■ **WORK TO BE COMPLETED**
Wherever "center" appears in the records below, copy the line that holds it.

***** DATA SUPPLIED

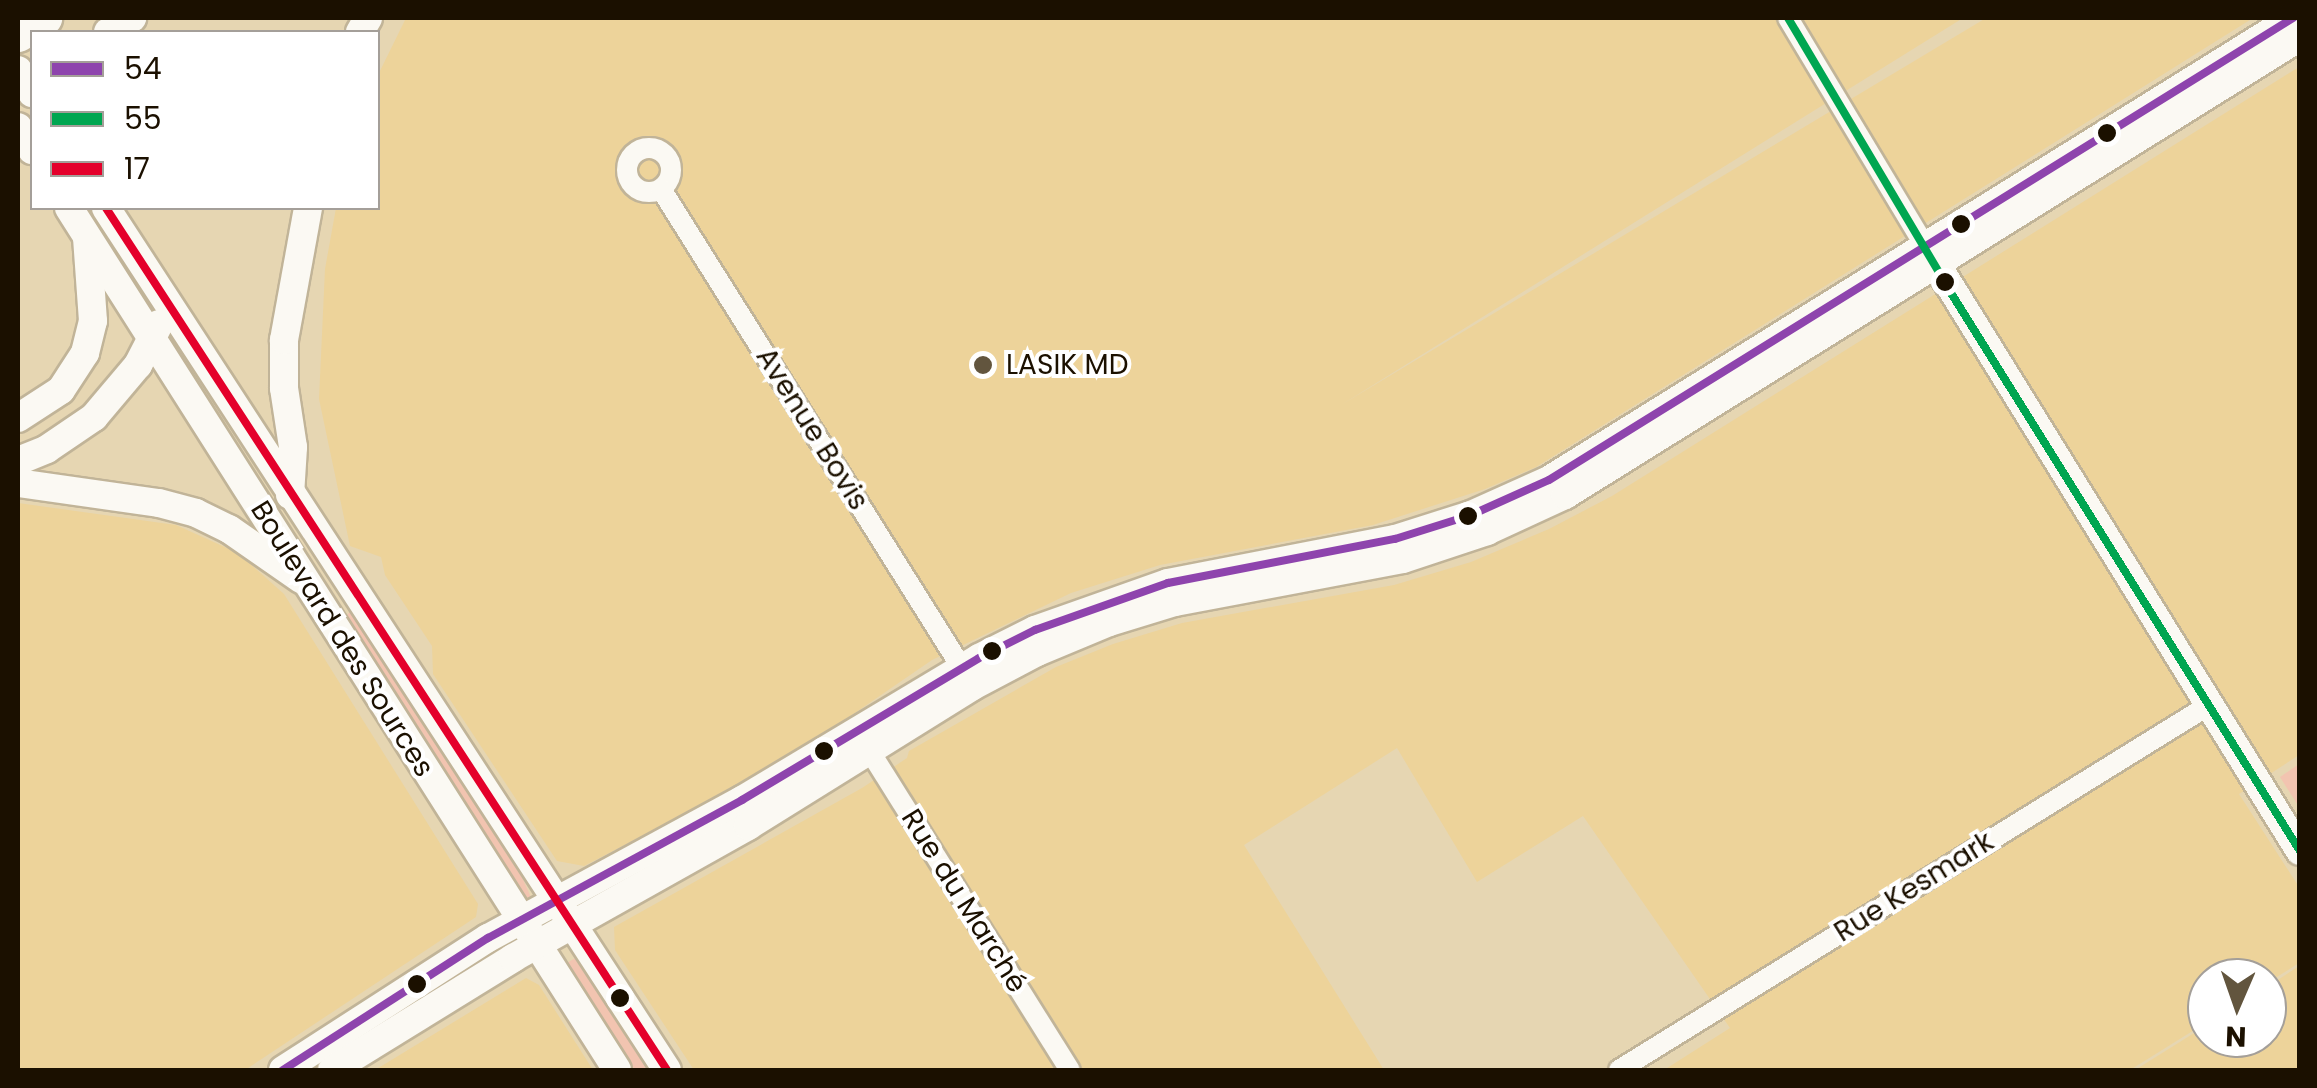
<!DOCTYPE html>
<html>
<head>
<meta charset="utf-8">
<style>
	body { margin:0 }
	#map { position:relative; width:2317px; height:1088px; overflow:hidden; background:#e6d6b2; font-family:Poppins,sans-serif }
	div>[style] { position:absolute }
	.built>* { inset:0; background:#edd39a }
	.green>* { inset:0; background:#f2c4b0 }
	.roads { filter:drop-shadow(2px 0 #c1b498) drop-shadow(-2px 0 #c1b498) drop-shadow(0 2px #c1b498) drop-shadow(0 -2px #c1b498) }
	.street>* { height:20px; margin:-10px; padding:0 10px; transform-origin:10px; border-radius:10px; background:#fbf9f3 }
	.street>.ring { margin:-10px; padding:0; box-sizing:content-box; background:none; border:20px solid #fbf9f3; border-radius:50% }
	.secondary>* { height:28px; margin:-14px; padding:0 14px; transform-origin:14px; border-radius:14px; background:#fbf9f3 }
	.highway>* { height:35px; margin:-17.5px; padding:0 17.5px; transform-origin:17.5px; border-radius:17.5px; background:#fbf9f3 }
	.bridges { filter:drop-shadow(2px 0 #c1b498) drop-shadow(-2px 0 #c1b498) drop-shadow(0 2px #c1b498) drop-shadow(0 -2px #c1b498) }
	.secondary-bridge>* { height:28px; margin:-14px; padding:0 14px; transform-origin:14px; border-radius:14px; background:#fbf9f3 }
	.bus-1>* { height:8px; margin:-4px; padding:0 4px; transform-origin:4px; border-radius:4px; background:#8e44ad }
	.bus-2>* { height:8px; margin:-4px; padding:0 4px; transform-origin:4px; border-radius:4px; background:#00a651 }
	.bus-3>* { height:8px; margin:-4px; padding:0 4px; transform-origin:4px; border-radius:4px; background:#e4002b }
	.dots>* { width:28px; height:28px; translate:-50% -50%; box-sizing:border-box; border:5px solid #fff; border-radius:50% }
	span { translate:-50% -50%; white-space:nowrap; text-align:center; line-height:1.15; -webkit-text-stroke:8px #fff; paint-order:stroke }
	.poi-label { font-size:28px; color:#1b1000 }
	.left { translate:0 -50%; text-align:left }
	.street-label { font-size:28px; color:#1b1000 }
	.frame { position:absolute; inset:0; border:20px solid #1b1000; pointer-events:none }
	.legend { position:absolute; left:30px; top:30px; width:350px; height:180px; box-sizing:border-box; background:#fff; border:2px solid #a49f99; margin:0; padding:12px 18px; list-style:none; font-size:30px; color:#1b1000 }
	.legend li { display:flex; align-items:center; gap:20px; height:50px }
	.legend b { width:50px; border:2px solid #a49f99 }
	.north { position:absolute; left:2187px; top:958px; width:100px; height:100px; box-sizing:border-box; background:#fff; border:2px solid #a49f99; border-radius:50%; rotate:182deg; font-size:28px; font-weight:700; line-height:40px; text-align:center; color:#1b1000 }
	.north::after { content:''; display:block; margin:auto; width:35px; height:45px; background:#62553e; clip-path:polygon(50% 0,100% 100%,50% 72%,0 100%) }
</style>
</head>
<body>
<div id="map">
	<div class="built">
		<div style="clip-path:polygon(406px 18px,1963px 18px,1341px 405px,1986px 18px,2253px 18px,1536px 467px,1485px 489px,1373px 525px,1160px 565px,1071px 593px,932px 660px,833px 728px,696px 808px,584px 866px,557px 861px,433px 674px,432px 646px,385px 575px,381px 557px,350px 546px,319px 399px,325px 269px,336px 208px,378px 208px,378px 75px)"></div>
		<div style="clip-path:polygon(2299px 67px,2299px 755px,2239px 794px,2299px 887px,2299px 963px,2267px 983px,2267px 978px,2207px 978px,2207px 1022px,2130px 1070px,1664px 1070px,1730px 1028px,1583px 816px,1477px 882px,1397px 748px,1244px 845px,1384px 1070px,694px 1070px,615px 950px,614px 927px,862px 788px,907px 758px,909px 751px,1056px 667px,1113px 644px,1182px 623px,1394px 585px,1471px 562px,1549px 529px,1612px 496px)"></div>
		<div style="clip-path:polygon(18px 503px,176px 525px,238px 553px,284px 594px,478px 904px,476px 917px,245px 1070px,18px 1070px)"></div>
		<div style="clip-path:polygon(2299px 966px,2299px 1070px,2135px 1070px,2207px 1025px,2207px 1038px,2267px 1038px,2267px 987px)"></div>
		<div style="clip-path:polygon(526px 978px,539px 985px,593px 1070px,375px 1070px)"></div>
	</div>
	<div class="green">
		<div style="clip-path:polygon(350px 612px,520px 873px,531px 897px,527px 899px,347px 615px)"></div>
		<div style="clip-path:polygon(2299px 764px,2299px 807px,2280px 777px)"></div>
		<div style="clip-path:polygon(577px 957px,623px 1029px,649px 1070px,635px 1070px,593px 1005px,567px 963px)"></div>
	</div>
	<div class="roads">
		<div class="street">
			<div style="left:1788px;top:18px;width:268px;rotate:59deg"></div>
			<div class="ring" style="left:627px;top:148px;width:24px;height:24px"></div>
			<div style="left:661px;top:189px;width:566px;rotate:57.86deg"></div>
			<div style="left:864px;top:742px;width:387px;rotate:57.9deg"></div>
			<div style="left:1619px;top:1070px;width:694px;rotate:-31.74deg"></div>
		</div>
		<div class="secondary">
			<div style="left:108px;top:32px;width:28px;rotate:-30deg"></div>
			<div style="left:360px;top:32px;width:16px;rotate:-60deg"></div>
			<div style="left:18px;top:127px;width:27px;rotate:59deg"></div>
			<div style="left:69px;top:208px;width:1021px;rotate:57.55deg"></div>
			<div style="left:106px;top:208px;width:1028px;rotate:56.94deg"></div>
			<div style="left:1927px;top:249px;width:708px;rotate:58.22deg"></div>
			<div style="left:18px;top:418px;width:51px;rotate:-33.1deg"></div>
			<div style="left:61px;top:390px;width:44px;rotate:-57deg"></div>
			<div style="left:85px;top:353px;width:33px;rotate:-76deg"></div>
			<div style="left:93px;top:321px;width:83px;rotate:-94.1deg"></div>
			<div style="left:18px;top:461px;width:31px;rotate:-22deg"></div>
			<div style="left:47px;top:449px;width:57px;rotate:-34.2deg"></div>
			<div style="left:94px;top:417px;width:68px;rotate:-49.8deg"></div>
			<div style="left:138px;top:365px;width:46px;rotate:-62.9deg"></div>
			<div style="left:18px;top:483px;width:142px;rotate:8.1deg"></div>
			<div style="left:159px;top:503px;width:38px;rotate:15deg"></div>
			<div style="left:196px;top:513px;width:37px;rotate:26deg"></div>
			<div style="left:229px;top:529px;width:88px;rotate:34.8deg"></div>
			<div style="left:290px;top:495px;width:48px;rotate:-86.4deg"></div>
			<div style="left:293px;top:447px;width:60px;rotate:-98.7deg"></div>
			<div style="left:284px;top:388px;width:48px;rotate:-90deg"></div>
			<div style="left:284px;top:340px;width:134px;rotate:-79.7deg"></div>
			<div style="left:283px;top:1070px;width:244px;rotate:-32.8deg"></div>
			<div style="left:488px;top:938px;width:289px;rotate:-28.5deg"></div>
			<div style="left:742px;top:800px;width:276px;rotate:-30.9deg"></div>
			<div style="left:979px;top:658px;width:63px;rotate:-26.6deg"></div>
			<div style="left:1035px;top:630px;width:141px;rotate:-19.5deg"></div>
			<div style="left:1168px;top:583px;width:231px;rotate:-11deg"></div>
			<div style="left:1395px;top:539px;width:80px;rotate:-17.5deg"></div>
			<div style="left:1471px;top:515px;width:85px;rotate:-24.2deg"></div>
			<div style="left:1549px;top:480px;width:876px;rotate:-31.84deg"></div>
			<div style="left:332px;top:1070px;width:213px;rotate:-31.7deg"></div>
			<div style="left:513px;top:958px;width:270px;rotate:-29.3deg"></div>
			<div style="left:748px;top:826px;width:263px;rotate:-31.9deg"></div>
			<div style="left:971px;top:687px;width:75px;rotate:-27.9deg"></div>
			<div style="left:1037px;top:652px;width:78px;rotate:-22.6deg"></div>
			<div style="left:1109px;top:622px;width:69px;rotate:-16.9deg"></div>
			<div style="left:1175px;top:602px;width:232px;rotate:-10.7deg"></div>
			<div style="left:1403px;top:559px;width:89px;rotate:-18.4deg"></div>
			<div style="left:1487px;top:531px;width:86px;rotate:-24.8deg"></div>
			<div style="left:1565px;top:495px;width:866px;rotate:-31.93deg"></div>
		</div>
		<div class="highway">
			<div style="left:18px;top:34px;width:31px;rotate:-32deg"></div>
		</div>
	</div>
	<div class="bridges">
		<div class="secondary-bridge">
			<div style="left:18px;top:70px;width:27px;rotate:59deg"></div>
		</div>
	</div>
	<div class="bus-1">
		<div style="left:283px;top:1070px;width:244px;rotate:-32.8deg"></div>
		<div style="left:488px;top:938px;width:289px;rotate:-28.5deg"></div>
		<div style="left:742px;top:800px;width:276px;rotate:-30.9deg"></div>
		<div style="left:979px;top:658px;width:63px;rotate:-26.6deg"></div>
		<div style="left:1035px;top:630px;width:141px;rotate:-19.5deg"></div>
		<div style="left:1168px;top:583px;width:231px;rotate:-11deg"></div>
		<div style="left:1395px;top:539px;width:80px;rotate:-17.5deg"></div>
		<div style="left:1471px;top:515px;width:85px;rotate:-24.2deg"></div>
		<div style="left:1549px;top:480px;width:876px;rotate:-31.84deg"></div>
	</div>
	<div class="bus-2">
		<div style="left:1788px;top:18px;width:320px;rotate:59.3deg"></div>
		<div style="left:1951px;top:293px;width:658px;rotate:57.98deg"></div>
	</div>
	<div class="bus-3">
		<div style="left:106px;top:208px;width:1028px;rotate:56.94deg"></div>
	</div>
	<div class="dots">
		<div style="left:2107px;top:133px;background:#1b1000"></div>
		<div style="left:1961px;top:224px;background:#1b1000"></div>
		<div style="left:1945px;top:282px;background:#1b1000"></div>
		<div style="left:983px;top:365px;background:#62553e"></div>
		<div style="left:1468px;top:516px;background:#1b1000"></div>
		<div style="left:992px;top:651px;background:#1b1000"></div>
		<div style="left:824px;top:751px;background:#1b1000"></div>
		<div style="left:417px;top:984px;background:#1b1000"></div>
		<div style="left:620px;top:998px;background:#1b1000"></div>
	</div>
	<div class="poi-label">
		<span class="left" style="left:1006px;top:365px">LASIK MD</span>
	</div>
	<div class="street-label">
		<span style="left:812px;top:429px;rotate:58deg">Avenue Bovis</span>
		<span style="left:342px;top:639px;rotate:58deg">Boulevard des Sources</span>
		<span style="left:1914px;top:887px;rotate:-32deg">Rue Kesmark</span>
		<span style="left:964px;top:901px;rotate:58deg">Rue du Marché</span>
	</div>
	<div class="frame"></div>
	<ul class="legend">
	<li><b style="height:12px;background:#8e44ad"></b>54</li>
	<li><b style="height:12px;background:#00a651"></b>55</li>
	<li><b style="height:12px;background:#e4002b"></b>17</li>
	</ul>
	<div class="north">N</div>
</div>
</body>
</html>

**********

■ **ANSWER SECTION**
	span { translate:-50% -50%; white-space:nowrap; text-align:center; line-height:1.15; -webkit-text-stroke:8px #fff; paint-order:stroke }
	.legend li { display:flex; align-items:center; gap:20px; height:50px }
	.north { position:absolute; left:2187px; top:958px; width:100px; height:100px; box-sizing:border-box; background:#fff; border:2px solid #a49f99; border-radius:50%; rotate:182deg; font-size:28px; font-weight:700; line-height:40px; text-align:center; color:#1b1000 }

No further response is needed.